All visitors traveling to Bhutan are required to obtain a visa in advance and it has to be routed through local tour operators in Bhutan such as Bhutan Everest Tours & Treks. We will apply visa on your behalf and upon approval, we will forward you a paper visa. Actual visa will be stamped on your passport on arrival.

A copy of passport in JPEG format (should be in color and readable), Permanent address and profession are needed.

You need to have with you Druk air e-ticket and a copy of Bhutan paper visa that you have to produce at the check in counter at all Druk Air destinations. Also take a copy of tour itinerary with you.

There are a number of airports where you can fly into Bhutan from (Bangkok, Delhi, Kolkata, Bagdogra, Bodh Gaya, Dhaka, Kathmandu, Guwahati, Singapore and Mumbai.). At present two carriers operate to Bhutan, Drukair and Bhutan Airlines. You can also enter/exit via Land from the frontier town of Phuentsholing and Samdrup Jongkher. The nearest airport from Phuentsholing is at Bagdogra (175km) in West Bengal near Siliguri about 4 hours drive and from Samdrup Jongkher, it is Guwahati airport in Assam state, 110km, 3 hours drive.

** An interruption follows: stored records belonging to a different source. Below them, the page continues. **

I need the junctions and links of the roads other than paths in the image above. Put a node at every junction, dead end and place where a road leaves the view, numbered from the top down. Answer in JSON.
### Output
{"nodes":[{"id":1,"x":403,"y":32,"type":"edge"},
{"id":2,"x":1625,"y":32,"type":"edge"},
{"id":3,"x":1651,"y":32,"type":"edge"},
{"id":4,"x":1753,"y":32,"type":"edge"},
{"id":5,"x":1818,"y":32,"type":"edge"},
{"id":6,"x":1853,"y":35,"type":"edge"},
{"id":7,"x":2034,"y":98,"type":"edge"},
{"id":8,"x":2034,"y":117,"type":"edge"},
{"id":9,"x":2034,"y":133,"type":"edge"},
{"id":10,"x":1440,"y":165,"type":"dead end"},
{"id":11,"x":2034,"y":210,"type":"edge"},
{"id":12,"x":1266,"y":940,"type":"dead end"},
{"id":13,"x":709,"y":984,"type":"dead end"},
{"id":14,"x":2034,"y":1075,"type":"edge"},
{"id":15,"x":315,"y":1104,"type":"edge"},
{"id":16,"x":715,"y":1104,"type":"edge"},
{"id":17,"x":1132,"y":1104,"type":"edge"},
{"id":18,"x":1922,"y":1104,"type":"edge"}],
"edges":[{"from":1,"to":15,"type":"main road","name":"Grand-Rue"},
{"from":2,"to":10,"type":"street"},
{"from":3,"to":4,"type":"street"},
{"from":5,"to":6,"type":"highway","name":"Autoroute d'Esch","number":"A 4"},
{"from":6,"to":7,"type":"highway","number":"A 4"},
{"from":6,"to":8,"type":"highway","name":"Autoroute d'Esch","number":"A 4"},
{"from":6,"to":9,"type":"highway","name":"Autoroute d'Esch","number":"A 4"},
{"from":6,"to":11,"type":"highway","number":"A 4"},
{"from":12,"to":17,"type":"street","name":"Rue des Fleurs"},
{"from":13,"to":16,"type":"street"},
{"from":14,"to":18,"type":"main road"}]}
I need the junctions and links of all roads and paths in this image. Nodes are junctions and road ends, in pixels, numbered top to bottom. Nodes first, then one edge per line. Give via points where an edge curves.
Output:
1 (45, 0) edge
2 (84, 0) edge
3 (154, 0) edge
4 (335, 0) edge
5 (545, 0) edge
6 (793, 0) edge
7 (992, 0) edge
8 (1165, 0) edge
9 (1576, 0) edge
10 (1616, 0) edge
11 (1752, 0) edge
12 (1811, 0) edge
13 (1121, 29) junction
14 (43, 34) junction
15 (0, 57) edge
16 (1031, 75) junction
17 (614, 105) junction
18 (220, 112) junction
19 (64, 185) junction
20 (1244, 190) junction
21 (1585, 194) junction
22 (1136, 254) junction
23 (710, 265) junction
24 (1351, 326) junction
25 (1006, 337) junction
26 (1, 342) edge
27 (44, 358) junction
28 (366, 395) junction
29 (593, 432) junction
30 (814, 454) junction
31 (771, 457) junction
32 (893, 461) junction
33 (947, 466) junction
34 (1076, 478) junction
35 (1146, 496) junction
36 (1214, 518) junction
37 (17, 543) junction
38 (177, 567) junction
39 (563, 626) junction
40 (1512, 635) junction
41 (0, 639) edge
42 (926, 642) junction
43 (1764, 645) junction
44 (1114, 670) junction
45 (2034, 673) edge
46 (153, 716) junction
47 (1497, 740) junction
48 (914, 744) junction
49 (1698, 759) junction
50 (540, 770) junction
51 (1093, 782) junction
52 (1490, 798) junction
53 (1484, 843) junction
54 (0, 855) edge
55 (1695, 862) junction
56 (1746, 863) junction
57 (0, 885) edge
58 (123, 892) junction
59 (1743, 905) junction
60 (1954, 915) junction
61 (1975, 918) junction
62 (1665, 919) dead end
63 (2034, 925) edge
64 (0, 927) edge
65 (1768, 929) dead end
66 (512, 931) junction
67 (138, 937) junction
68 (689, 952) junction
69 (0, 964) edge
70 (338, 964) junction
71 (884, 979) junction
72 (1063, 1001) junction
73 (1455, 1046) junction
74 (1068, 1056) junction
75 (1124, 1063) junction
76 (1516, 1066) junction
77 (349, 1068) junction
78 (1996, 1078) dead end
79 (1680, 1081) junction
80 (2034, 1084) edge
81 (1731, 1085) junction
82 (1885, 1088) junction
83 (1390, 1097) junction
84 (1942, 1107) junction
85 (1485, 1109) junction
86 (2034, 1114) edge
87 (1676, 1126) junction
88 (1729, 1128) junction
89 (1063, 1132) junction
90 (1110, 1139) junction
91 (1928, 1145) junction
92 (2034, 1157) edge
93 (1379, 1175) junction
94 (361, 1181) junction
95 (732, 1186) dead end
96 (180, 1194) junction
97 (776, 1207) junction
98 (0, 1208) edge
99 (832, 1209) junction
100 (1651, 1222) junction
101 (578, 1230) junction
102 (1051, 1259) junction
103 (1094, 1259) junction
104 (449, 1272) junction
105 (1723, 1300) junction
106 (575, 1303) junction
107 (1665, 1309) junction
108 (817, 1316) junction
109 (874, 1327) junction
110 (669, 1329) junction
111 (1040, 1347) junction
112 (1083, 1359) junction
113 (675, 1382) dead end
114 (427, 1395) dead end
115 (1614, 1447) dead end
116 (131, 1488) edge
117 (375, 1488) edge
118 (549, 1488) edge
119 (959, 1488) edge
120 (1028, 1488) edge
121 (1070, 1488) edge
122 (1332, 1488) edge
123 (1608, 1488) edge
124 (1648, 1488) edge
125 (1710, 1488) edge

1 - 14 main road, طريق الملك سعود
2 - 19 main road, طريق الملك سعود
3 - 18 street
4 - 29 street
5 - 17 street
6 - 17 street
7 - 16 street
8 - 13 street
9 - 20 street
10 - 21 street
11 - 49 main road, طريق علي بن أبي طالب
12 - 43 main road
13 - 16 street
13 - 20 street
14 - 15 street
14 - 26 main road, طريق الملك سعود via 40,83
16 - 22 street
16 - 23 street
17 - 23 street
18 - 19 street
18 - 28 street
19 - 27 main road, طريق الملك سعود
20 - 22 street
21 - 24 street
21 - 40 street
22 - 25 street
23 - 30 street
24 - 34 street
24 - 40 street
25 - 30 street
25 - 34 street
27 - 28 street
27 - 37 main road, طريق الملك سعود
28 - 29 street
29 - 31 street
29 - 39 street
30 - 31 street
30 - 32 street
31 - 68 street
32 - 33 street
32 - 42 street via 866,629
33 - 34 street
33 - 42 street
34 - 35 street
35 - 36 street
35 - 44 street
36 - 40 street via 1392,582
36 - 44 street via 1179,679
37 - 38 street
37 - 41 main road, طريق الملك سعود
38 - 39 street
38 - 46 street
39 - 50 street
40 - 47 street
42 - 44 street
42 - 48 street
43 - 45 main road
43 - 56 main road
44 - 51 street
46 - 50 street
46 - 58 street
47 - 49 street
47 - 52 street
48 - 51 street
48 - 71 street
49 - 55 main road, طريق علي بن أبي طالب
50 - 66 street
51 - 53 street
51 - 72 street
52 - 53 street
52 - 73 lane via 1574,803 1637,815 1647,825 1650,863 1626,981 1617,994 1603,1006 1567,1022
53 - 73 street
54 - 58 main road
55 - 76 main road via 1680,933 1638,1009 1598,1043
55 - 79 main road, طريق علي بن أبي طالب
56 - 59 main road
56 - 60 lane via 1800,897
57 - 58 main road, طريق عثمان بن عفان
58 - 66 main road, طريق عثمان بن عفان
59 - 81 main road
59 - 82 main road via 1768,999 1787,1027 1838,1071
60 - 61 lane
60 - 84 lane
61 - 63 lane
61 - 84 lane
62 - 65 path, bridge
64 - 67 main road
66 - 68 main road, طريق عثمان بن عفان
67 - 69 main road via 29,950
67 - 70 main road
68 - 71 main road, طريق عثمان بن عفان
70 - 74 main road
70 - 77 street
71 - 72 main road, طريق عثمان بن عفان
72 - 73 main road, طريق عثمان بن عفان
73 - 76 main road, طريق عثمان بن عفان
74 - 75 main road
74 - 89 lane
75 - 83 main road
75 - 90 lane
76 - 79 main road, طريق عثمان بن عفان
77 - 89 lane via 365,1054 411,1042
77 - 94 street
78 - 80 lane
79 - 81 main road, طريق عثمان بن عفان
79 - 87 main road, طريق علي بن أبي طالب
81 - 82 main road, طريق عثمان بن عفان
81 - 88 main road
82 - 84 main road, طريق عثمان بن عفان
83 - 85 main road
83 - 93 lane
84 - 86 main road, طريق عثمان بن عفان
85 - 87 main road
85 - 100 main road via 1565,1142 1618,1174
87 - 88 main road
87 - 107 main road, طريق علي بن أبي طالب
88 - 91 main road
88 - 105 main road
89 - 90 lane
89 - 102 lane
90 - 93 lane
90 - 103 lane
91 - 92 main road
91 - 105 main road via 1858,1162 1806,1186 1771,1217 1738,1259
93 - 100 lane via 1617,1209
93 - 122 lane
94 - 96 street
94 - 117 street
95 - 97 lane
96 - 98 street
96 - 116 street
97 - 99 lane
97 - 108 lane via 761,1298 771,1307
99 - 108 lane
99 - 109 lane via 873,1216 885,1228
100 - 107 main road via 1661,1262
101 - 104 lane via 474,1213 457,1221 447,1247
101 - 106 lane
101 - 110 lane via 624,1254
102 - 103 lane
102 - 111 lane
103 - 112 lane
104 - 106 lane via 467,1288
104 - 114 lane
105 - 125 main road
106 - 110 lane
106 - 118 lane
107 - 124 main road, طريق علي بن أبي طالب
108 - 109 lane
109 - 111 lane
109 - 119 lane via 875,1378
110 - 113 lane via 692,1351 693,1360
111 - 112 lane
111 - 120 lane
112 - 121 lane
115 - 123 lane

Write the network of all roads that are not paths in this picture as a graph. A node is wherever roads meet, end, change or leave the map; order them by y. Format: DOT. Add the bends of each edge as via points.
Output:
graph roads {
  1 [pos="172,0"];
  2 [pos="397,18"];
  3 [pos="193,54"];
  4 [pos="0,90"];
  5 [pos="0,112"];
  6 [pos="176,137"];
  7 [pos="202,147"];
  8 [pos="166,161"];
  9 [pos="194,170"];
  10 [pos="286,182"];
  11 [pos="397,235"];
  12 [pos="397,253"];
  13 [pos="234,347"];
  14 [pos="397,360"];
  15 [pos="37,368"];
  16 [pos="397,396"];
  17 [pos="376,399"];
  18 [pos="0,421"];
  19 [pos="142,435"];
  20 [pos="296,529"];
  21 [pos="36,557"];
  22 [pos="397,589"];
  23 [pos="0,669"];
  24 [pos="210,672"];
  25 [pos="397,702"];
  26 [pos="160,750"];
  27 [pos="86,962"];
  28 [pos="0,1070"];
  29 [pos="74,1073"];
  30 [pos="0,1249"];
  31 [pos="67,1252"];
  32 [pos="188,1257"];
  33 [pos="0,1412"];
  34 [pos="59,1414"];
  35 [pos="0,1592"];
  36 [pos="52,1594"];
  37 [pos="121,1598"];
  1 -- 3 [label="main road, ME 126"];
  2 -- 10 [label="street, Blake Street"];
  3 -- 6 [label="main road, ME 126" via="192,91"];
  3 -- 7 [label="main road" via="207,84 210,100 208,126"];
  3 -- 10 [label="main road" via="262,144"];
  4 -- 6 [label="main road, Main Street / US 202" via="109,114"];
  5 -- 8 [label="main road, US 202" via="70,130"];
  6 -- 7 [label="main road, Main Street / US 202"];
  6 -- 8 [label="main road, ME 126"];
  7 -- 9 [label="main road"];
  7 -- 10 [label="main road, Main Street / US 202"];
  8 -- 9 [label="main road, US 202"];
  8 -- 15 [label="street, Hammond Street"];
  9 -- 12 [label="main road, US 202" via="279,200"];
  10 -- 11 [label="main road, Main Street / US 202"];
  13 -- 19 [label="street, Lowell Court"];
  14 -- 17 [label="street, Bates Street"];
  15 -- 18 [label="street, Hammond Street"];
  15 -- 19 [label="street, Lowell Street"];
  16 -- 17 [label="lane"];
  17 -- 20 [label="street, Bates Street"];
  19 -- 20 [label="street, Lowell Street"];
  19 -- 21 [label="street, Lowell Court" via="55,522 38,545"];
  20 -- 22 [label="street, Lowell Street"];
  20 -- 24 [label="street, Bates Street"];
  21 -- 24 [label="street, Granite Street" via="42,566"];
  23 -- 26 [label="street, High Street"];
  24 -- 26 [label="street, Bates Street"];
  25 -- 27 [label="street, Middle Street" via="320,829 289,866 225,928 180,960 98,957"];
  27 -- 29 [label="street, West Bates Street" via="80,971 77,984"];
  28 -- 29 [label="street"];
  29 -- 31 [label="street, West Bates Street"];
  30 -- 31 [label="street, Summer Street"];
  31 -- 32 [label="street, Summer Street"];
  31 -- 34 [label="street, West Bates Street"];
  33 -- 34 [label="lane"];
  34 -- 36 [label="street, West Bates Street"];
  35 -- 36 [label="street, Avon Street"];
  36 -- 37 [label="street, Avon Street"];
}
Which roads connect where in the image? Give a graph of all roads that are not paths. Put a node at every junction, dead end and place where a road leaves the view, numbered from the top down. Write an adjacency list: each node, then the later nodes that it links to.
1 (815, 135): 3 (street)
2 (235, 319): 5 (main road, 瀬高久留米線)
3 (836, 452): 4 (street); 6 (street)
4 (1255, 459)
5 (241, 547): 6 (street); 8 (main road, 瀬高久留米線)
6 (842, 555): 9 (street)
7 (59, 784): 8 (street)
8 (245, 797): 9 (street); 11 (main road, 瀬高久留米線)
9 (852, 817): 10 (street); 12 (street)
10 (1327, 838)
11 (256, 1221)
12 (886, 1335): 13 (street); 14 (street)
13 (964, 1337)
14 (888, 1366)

We can book and buy for you and send your e-ticket through email or you can purchase directly online by going through Druk Air website www.drukair.com.bt

$200/$250 per day minimum daily package include? The $200 per day (low season) and $250 per day (high season) package includes a minimum of 3 star accommodations, costs for food, an experienced guide and transportation (with driver) within the country. Also included in the price is a $65 per day Sustainable Development Fee that goes towards free education, free healthcare and poverty alleviation. All of these services will be arranged by your tour operator. For solo traveler, it cost USD 265 per night spend. 2 pax in a group: USD 255 per pax per night 3 plus pax: USD 225 per pax per night

Hotel accommodation in twin sharing, meals, land transport within Bhutan, English speaking guide, entry fees, government royalty & taxes and bottled water while traveling in car as extra service.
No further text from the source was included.